Le « non » français était, pour l’essentiel, un « non » à l’Europe néolibérale et un « oui » à une autre Europe. Les « non » français et hollandais sont l’expression de la crise de l’Europe, ils n’en sont pas la cause. Ils peuvent encore moins être récupérés par ceux qui pensent continuer la construction européenne selon les préceptes néolibéraux inscrits dans les traités. Or, c’est exactement ce que tentent de faire aujourd’hui les chefs d’État ou de gouvernement européens avec le nouveau traité, le « traité modificatif ».
Pour pouvoir mieux faire passer la pilule et prendre de vitesse toute mobilisation possible des citoyens, rien de mieux qu’un calendrier « hyper-serré ». Le Conseil européen a décidé fin juin d’un mandat donné à une Conférence intergouvernementale (CIG) pour élaborer ce nouveau traité. En s’appuyant sur ce mandat, la nouvelle présidence portugaise de l’UE a proposé dès le 23 juillet un projet de texte lors de la réunion de lancement de la CIG. Les 18 et 19 octobre, un Conseil européen anticipé est censé approuver le traité. La ratification du traité par les États membres est fixée quant à elle au premier semestre 2008.
C’est donc à toute vitesse qu’il est question de nous resservir le projet de Traité constitutionnel européen (TCE) à une nouvelle sauce. Car, comme vient de déclarer lui-même V. Giscard d’Estaing, « les gouvernements européens se sont mis d’accord sur des changements cosmétiques à la constitution pour qu’elle soit plus facile à avaler ».
Certes, toute référence à une constitution a disparu, la troisième partie également. Mais, dans la mesure où il ne s’agit plus que d’un traité qui amende les traités existants, tout ce qui figurait dans la troisième partie continue de figurer dans les traités en vigueur.
Le retrait de la concurrence libre et non faussée des objectifs de l’Union s’apparente à un pur exercice de style. Elle reste l’axe central de la construction européenne. Ainsi est-il rappelé dans les conclusions du conseil européen, au cas où nous l’aurions oublié, que la poursuite du renforcement de la libre circulation des capitaux continue de revêtir une importance capitale. Le Royaume-Uni a quant à lui obtenu qu’un protocole rappelle expressément dans le nouveau traité que « le marché intérieur comprend un système garantissant que la concurrence n’est pas faussée ».
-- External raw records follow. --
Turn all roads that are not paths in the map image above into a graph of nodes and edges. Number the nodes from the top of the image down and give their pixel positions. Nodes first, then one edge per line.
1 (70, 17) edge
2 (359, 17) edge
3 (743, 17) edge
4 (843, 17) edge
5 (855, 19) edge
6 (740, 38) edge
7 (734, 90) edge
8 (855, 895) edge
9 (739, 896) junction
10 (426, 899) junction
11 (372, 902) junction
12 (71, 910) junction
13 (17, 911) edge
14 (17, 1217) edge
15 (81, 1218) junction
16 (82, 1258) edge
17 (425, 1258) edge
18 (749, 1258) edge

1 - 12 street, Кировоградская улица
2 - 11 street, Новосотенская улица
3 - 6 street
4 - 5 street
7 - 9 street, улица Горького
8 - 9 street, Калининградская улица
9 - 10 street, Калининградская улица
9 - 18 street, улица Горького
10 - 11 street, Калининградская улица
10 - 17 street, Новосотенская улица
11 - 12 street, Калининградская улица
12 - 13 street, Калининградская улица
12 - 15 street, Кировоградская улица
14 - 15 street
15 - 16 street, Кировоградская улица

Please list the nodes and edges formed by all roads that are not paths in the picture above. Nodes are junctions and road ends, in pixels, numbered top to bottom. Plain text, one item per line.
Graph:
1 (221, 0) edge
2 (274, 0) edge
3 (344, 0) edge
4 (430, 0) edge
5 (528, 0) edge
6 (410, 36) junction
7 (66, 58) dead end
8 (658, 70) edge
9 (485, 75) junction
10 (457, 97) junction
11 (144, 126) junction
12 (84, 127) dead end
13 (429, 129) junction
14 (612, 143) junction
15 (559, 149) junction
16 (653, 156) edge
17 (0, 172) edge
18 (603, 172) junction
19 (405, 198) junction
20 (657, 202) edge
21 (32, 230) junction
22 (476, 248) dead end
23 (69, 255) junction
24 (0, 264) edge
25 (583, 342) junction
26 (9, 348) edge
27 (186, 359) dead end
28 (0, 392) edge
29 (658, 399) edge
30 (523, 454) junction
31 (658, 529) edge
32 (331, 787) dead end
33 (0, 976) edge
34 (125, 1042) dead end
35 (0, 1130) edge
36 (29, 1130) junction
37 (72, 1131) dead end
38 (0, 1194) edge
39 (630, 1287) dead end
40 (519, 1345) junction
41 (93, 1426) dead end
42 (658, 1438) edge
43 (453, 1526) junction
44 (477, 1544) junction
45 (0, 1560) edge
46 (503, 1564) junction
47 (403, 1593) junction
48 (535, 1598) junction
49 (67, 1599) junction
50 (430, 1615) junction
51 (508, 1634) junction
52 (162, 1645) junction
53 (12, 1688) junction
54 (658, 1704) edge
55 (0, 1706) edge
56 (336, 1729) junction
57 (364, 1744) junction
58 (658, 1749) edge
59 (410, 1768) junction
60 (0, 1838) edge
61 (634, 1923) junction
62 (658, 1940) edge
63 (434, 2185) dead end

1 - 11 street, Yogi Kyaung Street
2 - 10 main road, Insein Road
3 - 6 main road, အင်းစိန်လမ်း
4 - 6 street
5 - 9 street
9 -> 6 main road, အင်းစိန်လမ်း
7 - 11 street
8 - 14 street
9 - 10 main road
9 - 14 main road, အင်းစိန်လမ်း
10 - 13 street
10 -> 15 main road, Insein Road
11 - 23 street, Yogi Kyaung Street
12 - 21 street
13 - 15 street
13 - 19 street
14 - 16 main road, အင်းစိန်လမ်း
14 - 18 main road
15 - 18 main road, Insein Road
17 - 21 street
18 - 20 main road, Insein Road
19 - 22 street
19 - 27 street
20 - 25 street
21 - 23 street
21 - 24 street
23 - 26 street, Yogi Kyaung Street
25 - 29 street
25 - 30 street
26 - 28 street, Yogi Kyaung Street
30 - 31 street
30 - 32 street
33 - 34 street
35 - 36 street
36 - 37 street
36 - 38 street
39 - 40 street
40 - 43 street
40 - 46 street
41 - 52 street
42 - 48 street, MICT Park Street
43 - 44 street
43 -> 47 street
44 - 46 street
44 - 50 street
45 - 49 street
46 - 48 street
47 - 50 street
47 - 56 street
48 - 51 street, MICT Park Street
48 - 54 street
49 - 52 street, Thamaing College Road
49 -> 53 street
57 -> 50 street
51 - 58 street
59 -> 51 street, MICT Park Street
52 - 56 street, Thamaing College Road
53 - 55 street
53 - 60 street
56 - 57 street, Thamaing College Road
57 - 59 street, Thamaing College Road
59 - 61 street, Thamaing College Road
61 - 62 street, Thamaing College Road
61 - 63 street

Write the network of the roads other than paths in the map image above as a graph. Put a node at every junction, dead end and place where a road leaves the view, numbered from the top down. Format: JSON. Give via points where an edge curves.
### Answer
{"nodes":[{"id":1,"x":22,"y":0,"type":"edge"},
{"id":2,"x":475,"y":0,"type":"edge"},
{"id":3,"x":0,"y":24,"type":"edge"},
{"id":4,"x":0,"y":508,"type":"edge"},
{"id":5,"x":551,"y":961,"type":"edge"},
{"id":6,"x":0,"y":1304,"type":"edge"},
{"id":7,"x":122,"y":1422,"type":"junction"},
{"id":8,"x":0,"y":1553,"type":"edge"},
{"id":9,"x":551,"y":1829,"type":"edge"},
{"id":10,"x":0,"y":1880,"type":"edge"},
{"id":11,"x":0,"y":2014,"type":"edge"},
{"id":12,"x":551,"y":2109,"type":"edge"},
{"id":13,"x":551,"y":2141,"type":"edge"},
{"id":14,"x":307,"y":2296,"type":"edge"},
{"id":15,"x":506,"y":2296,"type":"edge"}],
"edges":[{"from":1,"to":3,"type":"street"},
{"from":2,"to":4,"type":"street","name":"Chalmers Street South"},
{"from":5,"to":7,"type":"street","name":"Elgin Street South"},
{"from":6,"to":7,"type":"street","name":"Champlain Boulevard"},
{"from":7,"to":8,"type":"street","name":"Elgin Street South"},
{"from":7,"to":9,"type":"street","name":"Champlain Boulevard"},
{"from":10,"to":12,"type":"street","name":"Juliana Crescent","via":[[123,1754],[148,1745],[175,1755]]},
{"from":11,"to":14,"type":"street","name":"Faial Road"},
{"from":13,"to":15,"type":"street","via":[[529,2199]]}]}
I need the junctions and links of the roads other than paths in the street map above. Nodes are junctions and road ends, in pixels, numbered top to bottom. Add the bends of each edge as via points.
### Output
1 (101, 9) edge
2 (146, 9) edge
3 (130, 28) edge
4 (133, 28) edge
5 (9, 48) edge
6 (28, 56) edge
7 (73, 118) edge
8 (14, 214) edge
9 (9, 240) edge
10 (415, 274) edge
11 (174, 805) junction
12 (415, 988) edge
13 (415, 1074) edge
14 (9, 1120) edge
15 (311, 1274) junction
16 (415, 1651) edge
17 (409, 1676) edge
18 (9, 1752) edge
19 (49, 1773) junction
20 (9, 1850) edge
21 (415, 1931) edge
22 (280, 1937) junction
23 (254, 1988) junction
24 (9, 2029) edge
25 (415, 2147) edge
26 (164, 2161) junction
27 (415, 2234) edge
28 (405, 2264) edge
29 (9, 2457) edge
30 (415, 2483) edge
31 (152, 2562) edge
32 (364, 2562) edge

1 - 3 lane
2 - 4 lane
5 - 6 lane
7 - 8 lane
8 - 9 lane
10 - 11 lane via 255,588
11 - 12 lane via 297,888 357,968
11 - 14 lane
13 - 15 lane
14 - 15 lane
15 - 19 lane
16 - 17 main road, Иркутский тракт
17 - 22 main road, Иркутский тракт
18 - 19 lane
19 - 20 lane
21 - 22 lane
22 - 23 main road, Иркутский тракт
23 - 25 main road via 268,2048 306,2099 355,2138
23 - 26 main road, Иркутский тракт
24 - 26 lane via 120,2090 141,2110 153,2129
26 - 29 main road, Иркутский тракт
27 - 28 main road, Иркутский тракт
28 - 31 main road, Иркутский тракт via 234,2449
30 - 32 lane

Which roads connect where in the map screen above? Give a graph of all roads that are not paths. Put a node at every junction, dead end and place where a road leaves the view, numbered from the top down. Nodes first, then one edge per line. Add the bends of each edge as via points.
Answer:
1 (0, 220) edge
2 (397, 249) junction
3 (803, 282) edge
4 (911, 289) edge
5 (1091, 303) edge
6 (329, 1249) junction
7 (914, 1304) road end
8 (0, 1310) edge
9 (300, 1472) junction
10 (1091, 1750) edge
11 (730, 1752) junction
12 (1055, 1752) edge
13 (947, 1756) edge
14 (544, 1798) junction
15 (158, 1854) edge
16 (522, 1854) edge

Quant aux réformes institutionnelles (notamment, la possibilité d’initiative populaire, l’extension de la codécision avec le parlement européen à de nouveaux domaines, la possibilité d’association accrue des parlements nationaux et l’introduction d’un droit d’initiative pour les citoyens), elles sont sans aucun doute un progrès. Mais ces maigres avancées ne remettent pas en cause l’architecture institutionnelle de l’Union, en particulier le rôle central de la Commission et l’intervention des lobbies qui pèsent de tout leur poids à Bruxelles.
D’autres « innovations » du projet de TCE que nous avons combattues sont reprises. C’est le cas concernant la politique de sécurité et de défense commune, avec le principe de « conformité » (en somme un aveu d’allégeance) à l’OTAN. Plus encore, dans la continuité des poussées répressives des gouvernements, la libre circulation des personnes dans l’espace européen sera assortie, dans les objectifs de l’Union, de « mesures appropriées en matière de contrôle des frontières extérieures, d’asile, d’immigration ainsi que de prévention de la criminalité et de lutte contre ce phénomène ».
Le texte de la Charte des droits fondamentaux reste inchangé, avec ses multiples limites pour ne pas donner de contenu social significatif à l’Union européenne. Mais même cela est de trop pour le Royaume-Uni ; la Pologne et l’Irlande ont elles aussi émis des réserves à son égard. Ainsi est reconnu officiellement le fait que des pays peuvent s’abstraire des règles sociales minimales communes à l’Union.
Car c’est bel et bien dans cette tendance de fond que se situe le nouveau « traité modificatif » : la création d’une zone de libre-échange, accompagnée d’une "renationalisation" des politiques européennes et vouée au nivellement par le bas sur les plans social, fiscal, écologique.